Ultima Corsa 7 – Nelle valli bergamasche, tra treni, tram e biciclette

Settima puntata di Ultima Corsa, su Radio Popolare, novembre 2015

Chi ha occhi attenti, arrivando a Bergamo in treno, si stupirà di vedere – proprio accanto a quella delle FS – altre due stazioni, per quanto più piccole:  sono i due edifici capolinea delle ferrovie bergamasche, due linee scomparse tra 1966 e ’67.

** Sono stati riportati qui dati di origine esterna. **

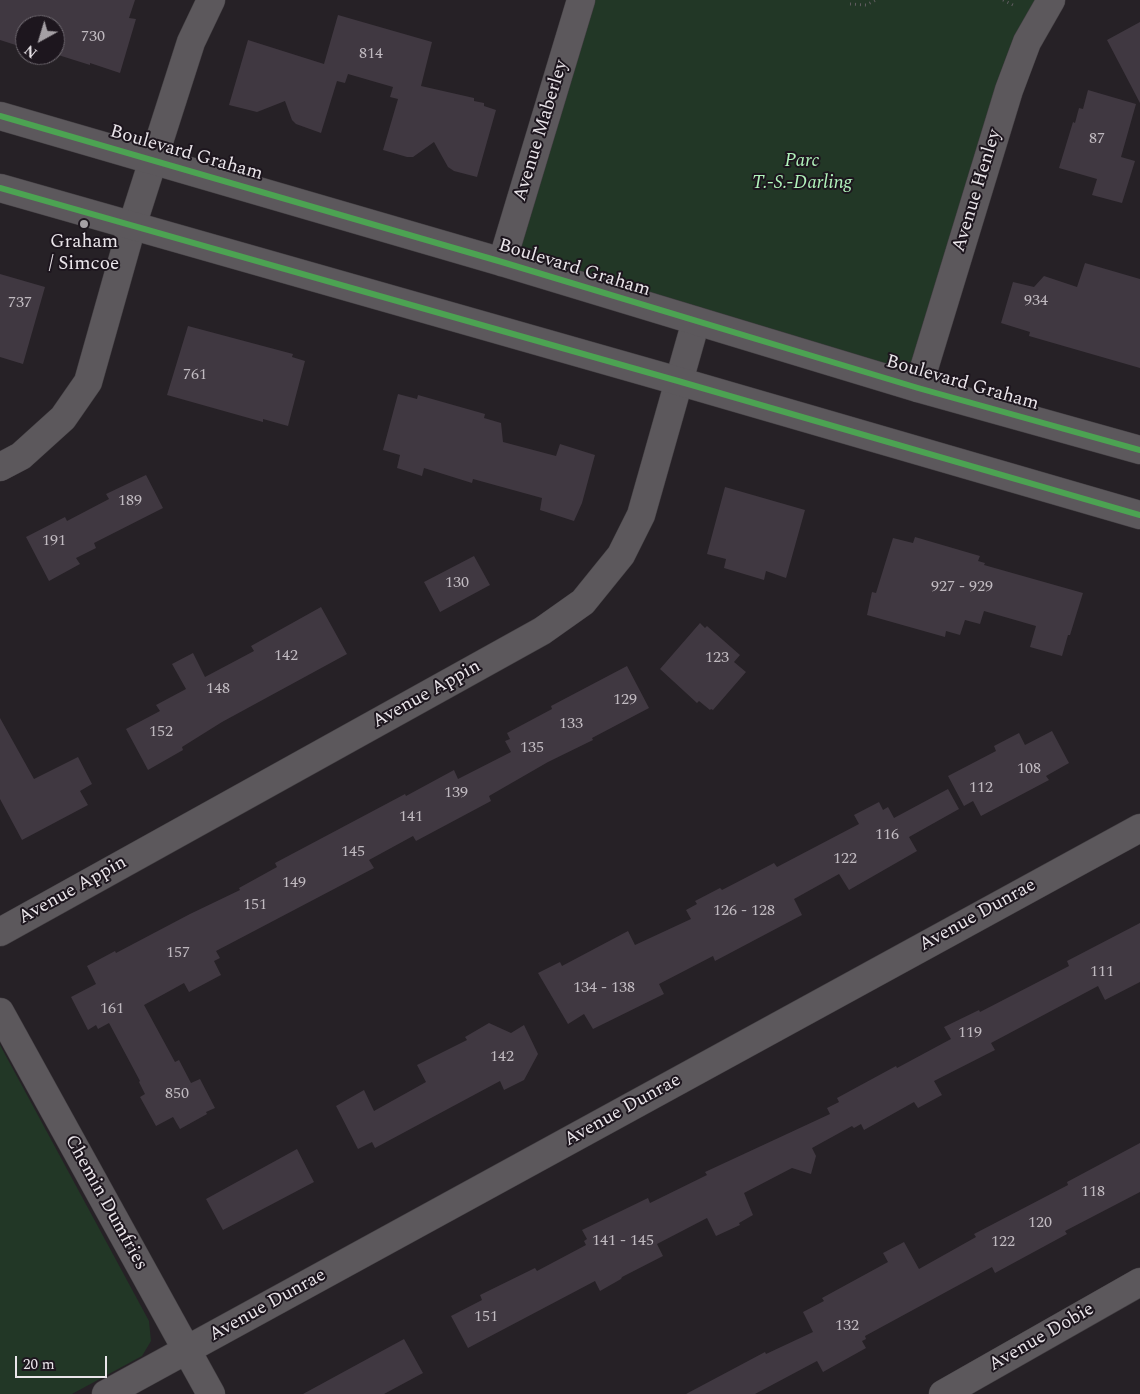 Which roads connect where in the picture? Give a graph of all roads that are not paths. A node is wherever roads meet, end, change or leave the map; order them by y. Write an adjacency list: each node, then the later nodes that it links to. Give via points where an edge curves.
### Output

Ferrovia-Valle-BrembanaFin dalle stazioni capolinea, si capisce che le Ferrovie Bergamasche erano, in realtà, due linee molto diverse: quella in Val Seriana era industriale e operaia, pochi fronzoli, potenti locomotive a vapore e qualche treno Diesel, tanti binari che si avventuravano dentro a fabbriche tessili e meccaniche. L’altra, la linea del Val Brembana, era invece  – per quanto provinciale – rivolta a un altro tipo di viaggiatori: serviva anche le terme di San Pellegrino e il grand hotel Liberty (nella foto) e anche le stazioni erano più eleganti, i treni avevano locomotive elettriche fin dal 1906, persino con un tecnologia più avanzata di quella che le FS avrebbero adottato qualche anno dopo.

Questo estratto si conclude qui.